On Tuesday night, in front of an audience that was compared by the author Ann Patchett to the screaming attendees of a Rolling Stones concert, JK Rowling made her first and only US public appearance in support of her new book.


Amid roars of adulation, Rowling sat down with Patchett in the David H Koch Theater at New York's Lincoln Center, to discuss The Casual Vacancy.


"You've done more for reading than anyone in my life," Patchett said, perfectly reflecting the overwhelming enthusiasm of the audience.


Rowling said that the same need that compelled her to write the Harry Potter novels had moved her to create The Casual Vacancy.


"I did feel the exact same powerful need to write the book, and need is the right word," Rowling said. "I think that I have had a very odd life and that I've moved through, economically speaking, I've been through virtually every variation you can have."

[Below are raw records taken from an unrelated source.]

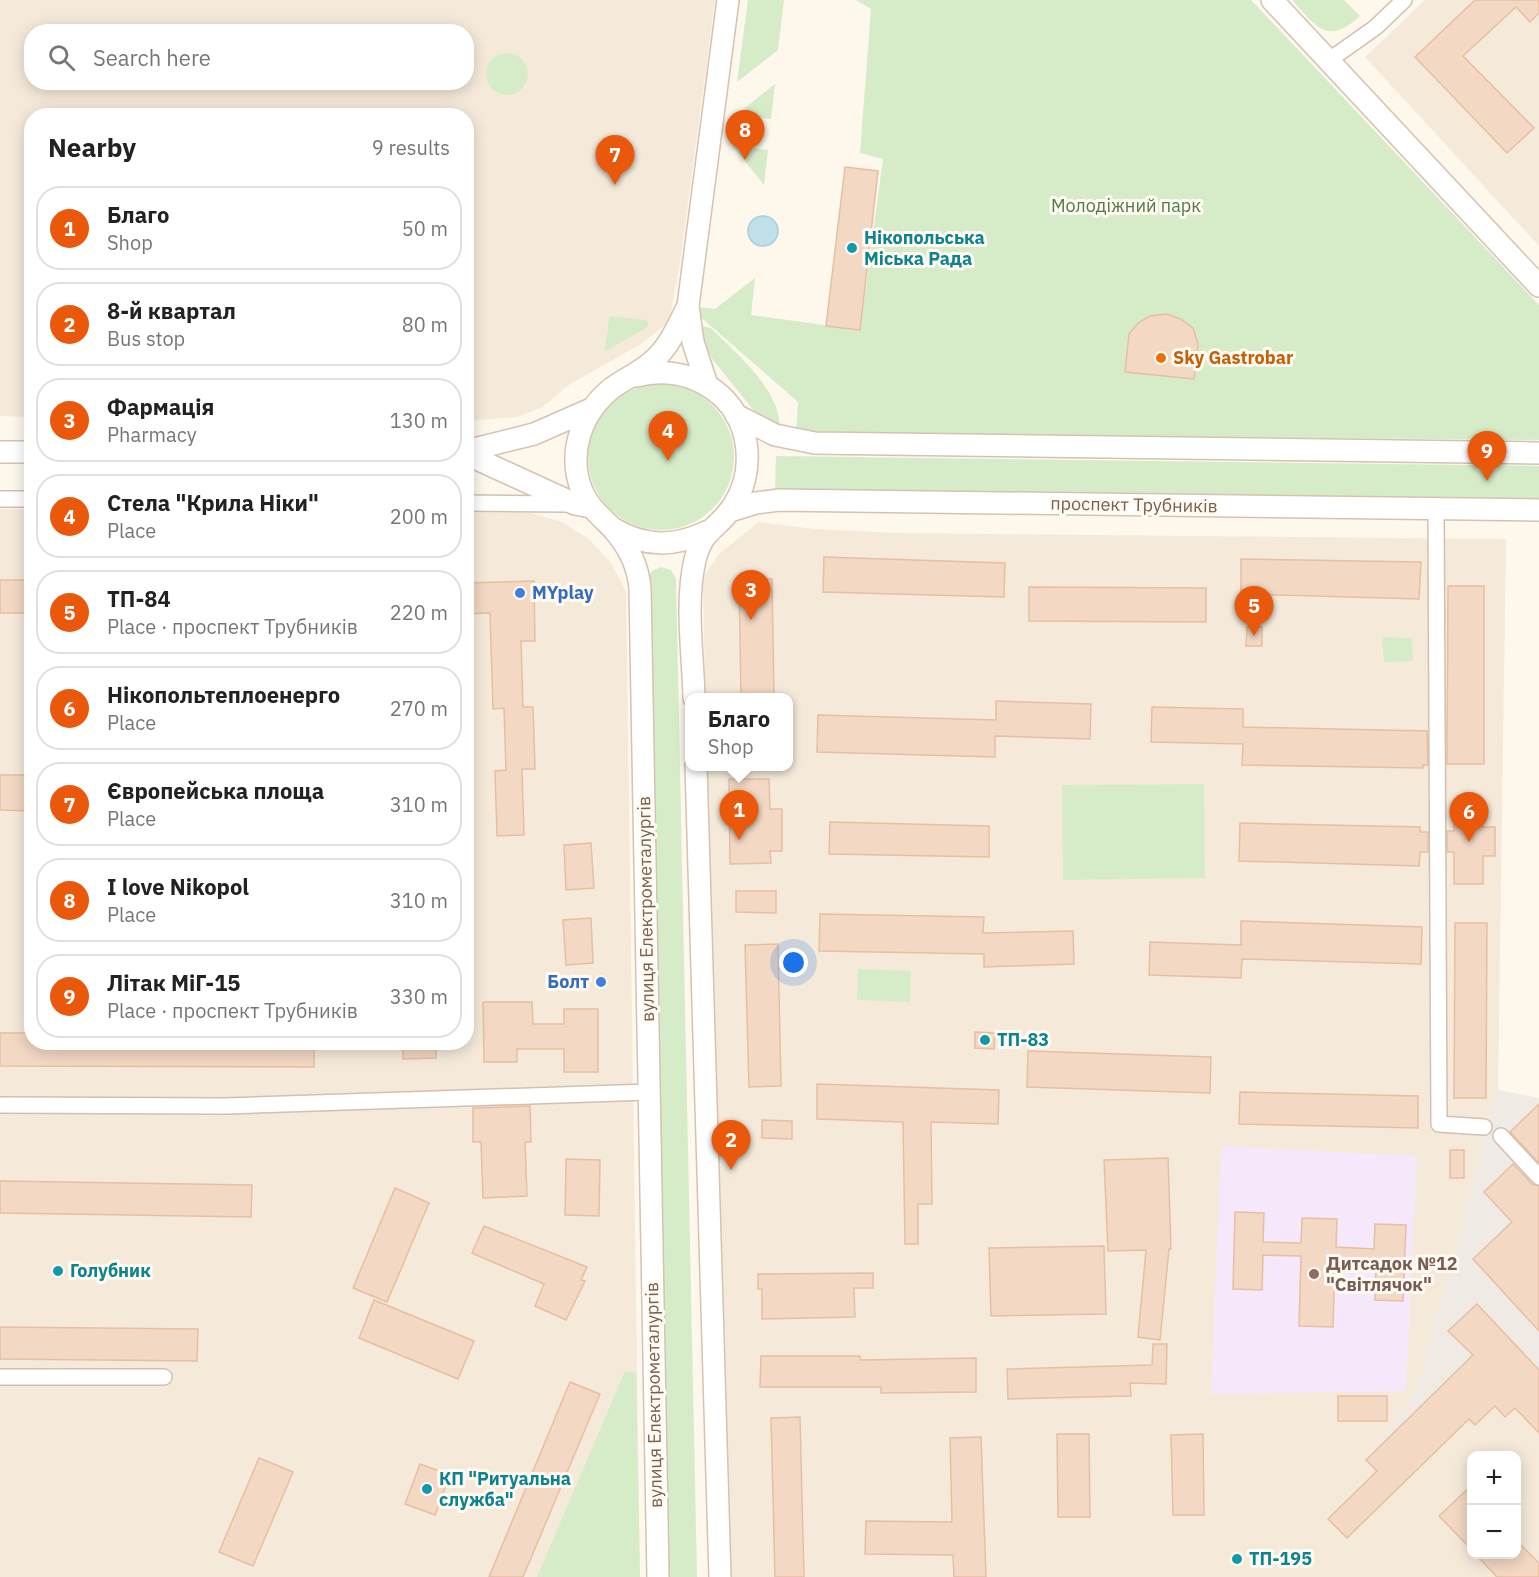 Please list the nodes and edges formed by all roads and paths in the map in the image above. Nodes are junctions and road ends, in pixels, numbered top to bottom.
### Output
1 (728, 0) edge
2 (1272, 0) edge
3 (1404, 0) edge
4 (1328, 61) junction
5 (1539, 286) edge
6 (688, 306) junction
7 (635, 376) junction
8 (707, 385) junction
9 (591, 409) junction
10 (736, 415) junction
11 (474, 450) edge
12 (0, 452) edge
13 (24, 452) edge
14 (1539, 453) edge
15 (474, 456) edge
16 (0, 499) edge
17 (24, 499) edge
18 (474, 503) edge
19 (583, 506) junction
20 (1436, 508) junction
21 (1539, 510) edge
22 (730, 511) junction
23 (613, 529) junction
24 (706, 532) junction
25 (694, 693) edge
26 (696, 771) edge
27 (649, 1092) junction
28 (0, 1105) edge
29 (1484, 1127) dead end
30 (1501, 1136) dead end
31 (1539, 1177) edge
32 (0, 1377) edge
33 (164, 1377) dead end
34 (658, 1577) edge
35 (720, 1577) edge

1 - 6 main road, вулиця Електрометалургів
2 - 4 main road
3 - 4 street
4 - 5 main road
6 - 7 main road, вулиця Електрометалургів
6 - 8 main road, вулиця Електрометалургів
7 - 8 main road
7 - 9 main road, вулиця Електрометалургів
8 - 10 main road, вулиця Електрометалургів
9 - 11 main road
9 - 19 main road, вулиця Електрометалургів
10 - 14 main road
10 - 22 main road, вулиця Електрометалургів
12 - 13 main road
15 - 19 main road
16 - 17 street
18 - 19 street
19 - 23 main road, вулиця Електрометалургів
20 - 21 main road, проспект Трубників
20 - 22 main road, проспект Трубників
20 - 29 street
22 - 24 main road, вулиця Електрометалургів
23 - 24 main road
23 - 27 main road, вулиця Електрометалургів
24 - 25 main road, вулиця Електрометалургів
26 - 35 main road
27 - 28 street
27 - 34 main road, вулиця Електрометалургів
30 - 31 street
32 - 33 street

Rowling went on to say that her time spent living on the British equivalent of welfare was a formative experience on her life.


"It left me with me with an abiding, several abiding feelings about how we talk about the poor, how we discuss them, what it feels like to be poor, which can be a humiliating experience in ways well beyond those you may imagine if you've never been in that situation," Rowling said. "And all of that experience, though this is not a biography or memoir, could be used in this book."


In creating The Casual Vacancy, Rowling said her authorial troubles had not been the ones that critics expected.


"The biggest challenge wasn't, as many people suppose, 'you're writing in a contemporary world', 'you're writing in a real world', 'you haven't got magic to go to'," Rowling said. "No, and it sounds very dull, but the challenge was the structure of the book and I put a huge amount of work into that."


Along with multiple comparisons to Potter, the authors also joked about the book's similarities to another bestseller, Fifty Shades of Grey – which neither had read.


"People have sex in the book, but they don't enjoy it," Rowling said of The Casual Vacancy.


Patchett also asked a question that treasure-hunters the world over are begging to have answered: would the almost-priceless papers that contain the beginnings, outlines and back-story of the Harry Potter series be archived at Oxford, or up the chimney, in case of Rowling's untimely death?


Rowling avoided the question but admitted that she has kept some boxes filled with old papers, including one that has "very precious materials" written on the top and which contains a piece of literary history: the two tiny notebooks in which she wrote the first notes about Harry Potter.


At the end of the talk, Rowling said she thought her next project would be a story for children slightly younger than the audience for Harry Potter.


With that tiny morsel of information, the Koch Theater's enthusiastic audience was directed to remain calmly seated, before getting in line for autographs.